Probably better to provide a full link to a Launchpad bug.

::: daemon/gdm-local-display-factory.c
@@ +461,3 @@
                         is_initial = FALSE;
                 }
 

Maybe #ifdef ENABLE_WAYLAND_SUPPORT here too?

@@ +462,3 @@
                 }
 
+                if (is_nvidia_kms_available ())
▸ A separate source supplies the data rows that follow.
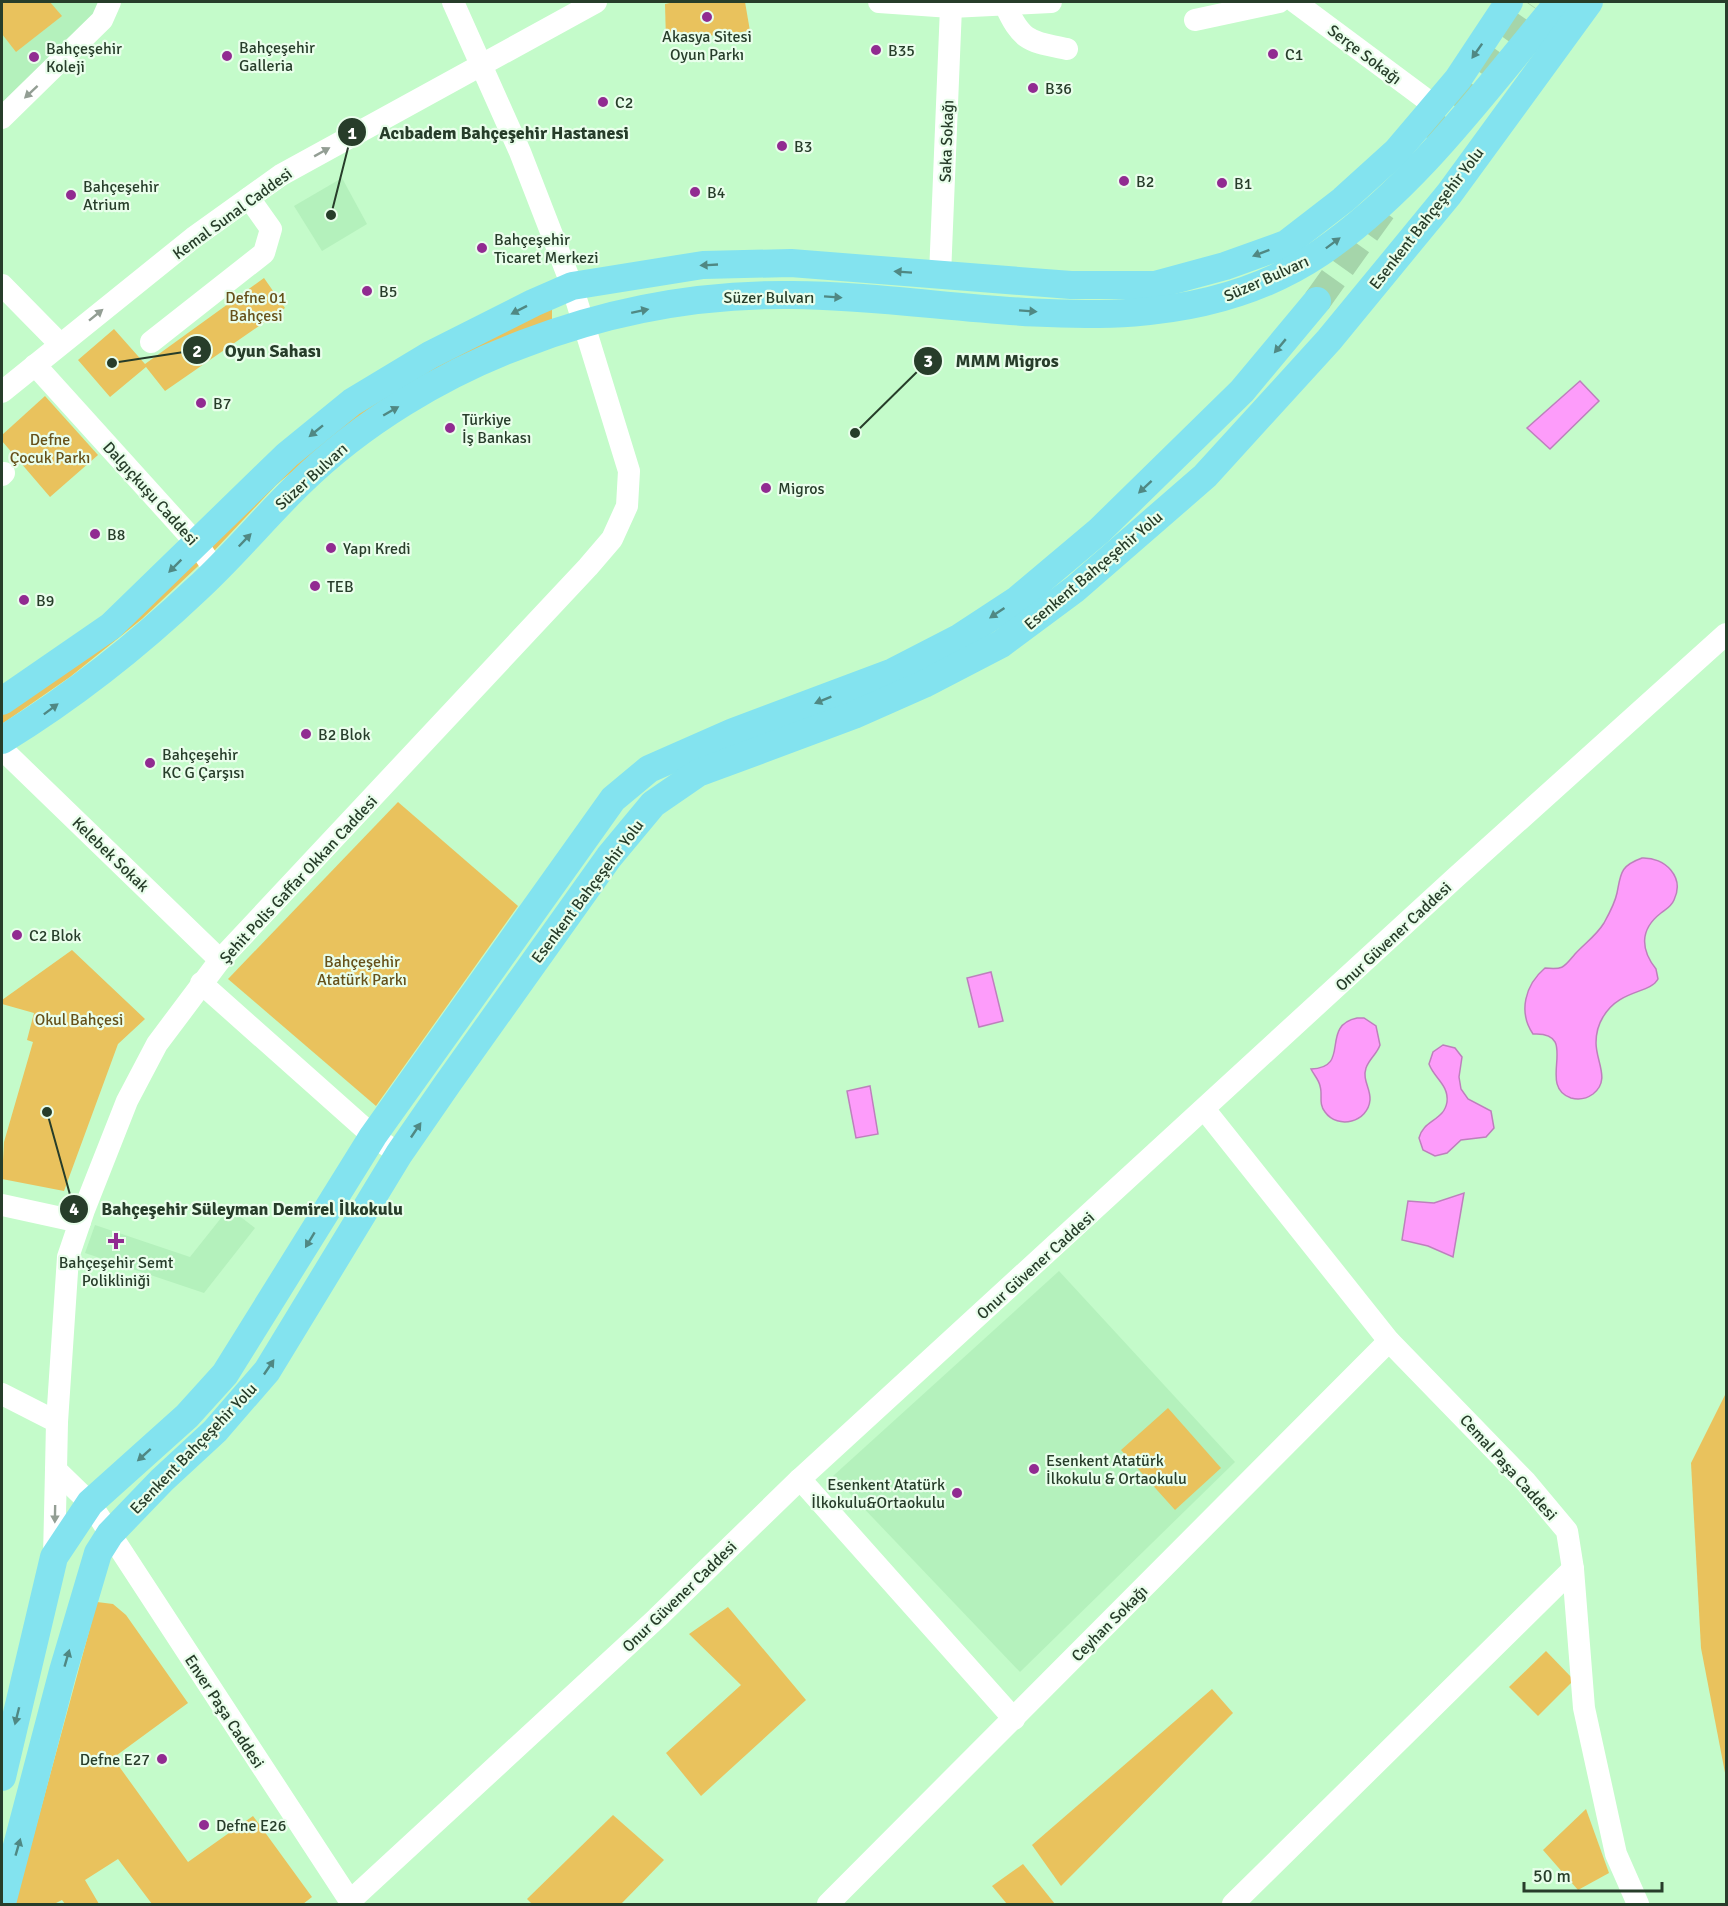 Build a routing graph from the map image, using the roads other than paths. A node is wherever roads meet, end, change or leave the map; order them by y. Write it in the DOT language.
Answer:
graph roads {
  1 [pos="110,2"];
  2 [pos="453,2"];
  3 [pos="596,2"];
  4 [pos="879,2"];
  5 [pos="1051,2"];
  6 [pos="1279,2"];
  7 [pos="1295,2"];
  8 [pos="1509,2"];
  9 [pos="1559,2"];
  10 [pos="1589,2"];
  11 [pos="1005,5"];
  12 [pos="951,7"];
  13 [pos="1195,20"];
  14 [pos="1067,49"];
  15 [pos="483,63"];
  16 [pos="1435,106"];
  17 [pos="2,118"];
  18 [pos="249,198"];
  19 [pos="940,275"];
  20 [pos="2,285"];
  21 [pos="572,286"];
  22 [pos="1317,301"];
  23 [pos="583,325"];
  24 [pos="151,342"];
  25 [pos="60,344"];
  26 [pos="35,364"];
  27 [pos="2,392"];
  28 [pos="197,544"];
  29 [pos="215,570"];
  30 [pos="1726,634"];
  31 [pos="2,700"];
  32 [pos="2,740"];
  33 [pos="2,749"];
  34 [pos="220,960"];
  35 [pos="201,983"];
  36 [pos="1205,1110"];
  37 [pos="373,1136"];
  38 [pos="399,1154"];
  39 [pos="2,1205"];
  40 [pos="80,1222"];
  41 [pos="1389,1341"];
  42 [pos="2,1394"];
  43 [pos="57,1422"];
  44 [pos="56,1470"];
  45 [pos="800,1479"];
  46 [pos="100,1518"];
  47 [pos="54,1557"];
  48 [pos="1573,1569"];
  49 [pos="1014,1719"];
  50 [pos="2,1777"];
  51 [pos="2,1903"];
  52 [pos="351,1903"];
  53 [pos="828,1905"];
  54 [pos="1233,1905"];
  55 [pos="1638,1905"];
  1 -- 17 [label="street, one-way"];
  2 -- 15 [label="street, Şehit Polis Gaffar Okkan Caddesi"];
  3 -- 15 [label="street, Kemal Sunal Caddesi"];
  4 -- 12 [label="street"];
  5 -- 11 [label="street"];
  6 -- 13 [label="street"];
  7 -- 16 [label="street, Serçe Sokağı"];
  8 -- 16 [label="main road, Süzer Bulvarı, one-way"];
  23 -- 9 [label="main road, Süzer Bulvarı, one-way"];
  38 -- 10 [label="main road, Esenkent Bahçeşehir Yolu, one-way"];
  11 -- 12 [label="street"];
  11 -- 14 [label="street"];
  12 -- 19 [label="street, Saka Sokağı"];
  18 -- 15 [label="street, Kemal Sunal Caddesi, one-way"];
  15 -- 21 [label="street, Şehit Polis Gaffar Okkan Caddesi"];
  16 -- 19 [label="main road, Süzer Bulvarı, one-way"];
  18 -- 24 [label="street"];
  25 -- 18 [label="street, Kemal Sunal Caddesi, one-way"];
  19 -- 21 [label="main road, Süzer Bulvarı, one-way"];
  20 -- 25 [label="street"];
  21 -- 23 [label="street, Şehit Polis Gaffar Okkan Caddesi"];
  21 -- 28 [label="main road, Süzer Bulvarı, one-way"];
  22 -- 37 [label="main road, Esenkent Bahçeşehir Yolu, one-way"];
  29 -- 23 [label="main road, Süzer Bulvarı, one-way"];
  23 -- 34 [label="street, Şehit Polis Gaffar Okkan Caddesi"];
  25 -- 26 [label="street, Kemal Sunal Caddesi"];
  26 -- 27 [label="street, Kemal Sunal Caddesi"];
  26 -- 28 [label="street, Dalgıçkuşu Caddesi"];
  28 -- 29 [label="street, Dalgıçkuşu Caddesi"];
  28 -- 31 [label="main road, Süzer Bulvarı, one-way"];
  32 -- 29 [label="main road, Süzer Bulvarı, one-way"];
  30 -- 36 [label="street, Onur Güvener Caddesi"];
  33 -- 34 [label="street, Kelebek Sokak"];
  34 -- 35 [label="street, Şehit Polis Gaffar Okkan Caddesi"];
  35 -- 37 [label="street"];
  35 -- 40 [label="street, Şehit Polis Gaffar Okkan Caddesi"];
  36 -- 41 [label="street, Cemal Paşa Caddesi"];
  36 -- 45 [label="street, Onur Güvener Caddesi"];
  37 -- 38 [label="street"];
  37 -- 46 [label="main road, Esenkent Bahçeşehir Yolu, one-way"];
  46 -- 38 [label="main road, Esenkent Bahçeşehir Yolu, one-way"];
  39 -- 40 [label="street"];
  40 -- 43 [label="street, Şehit Polis Gaffar Okkan Caddesi"];
  41 -- 48 [label="street, Cemal Paşa Caddesi"];
  41 -- 49 [label="street, Ceyhan Sokağı"];
  42 -- 43 [label="street"];
  43 -- 44 [label="street, Şehit Polis Gaffar Okkan Caddesi"];
  44 -- 46 [label="street"];
  44 -- 47 [label="street, Şehit Polis Gaffar Okkan Caddesi, one-way"];
  45 -- 49 [label="street"];
  45 -- 52 [label="street, Onur Güvener Caddesi"];
  46 -- 47 [label="main road, Esenkent Bahçeşehir Yolu"];
  51 -- 46 [label="main road, Esenkent Bahçeşehir Yolu, one-way"];
  46 -- 52 [label="street, Enver Paşa Caddesi"];
  47 -- 50 [label="main road, Esenkent Bahçeşehir Yolu, one-way"];
  48 -- 54 [label="street"];
  48 -- 55 [label="street, Cemal Paşa Caddesi"];
  49 -- 53 [label="street, Ceyhan Sokağı"];
}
This should be commented too IMO (and the other similar cases).

::: daemon/gdm-session.c
@@ +360,3 @@
+        if (!is_nvidia_kms_available ()) {
+                g_array_append_vals (search_array, x_search_dirs, G_N_ELEMENTS (x_search_dirs));
+        }

Put the if inside an #ifdef ENABLE_WAYLAND_SUPPORT too?

::: libgdm/gdm-sessions.c
@@ +211,3 @@
         }
 
+        if (!is_nvidia_kms_available ()) {

ENABLE_WAYLAND_SUPPORT also? ...
Comment 17 Alberto Milone 2017-09-07 13:24:28 UTC
Created attachment 359351 [details] [review]
Hide X11 sessions when NVIDIA KMS is on

@Iain: I think I have addressed most of your concerns in the latest patch. The reason why I didn't make "int nvidia_has_kms" static is that I have to share it with the other files (hence the "extern int nvidia_has_kms").
Comment 18 cc rstrode@redhat.com not me 2017-09-07 18:03:43 UTC
(In reply to Alberto Milone from comment #6)
> I can, but it's a well-known issue in the driver. It's not really
> gnome-specific. I was hoping we could work around it, since we cannot fix it.
do you have a link to more info about this?
Comment 19 Alberto Milone 2017-10-05 13:58:24 UTC
I'm glad to report that the new nvidia 384 series fixed this issue. We can close this bug report.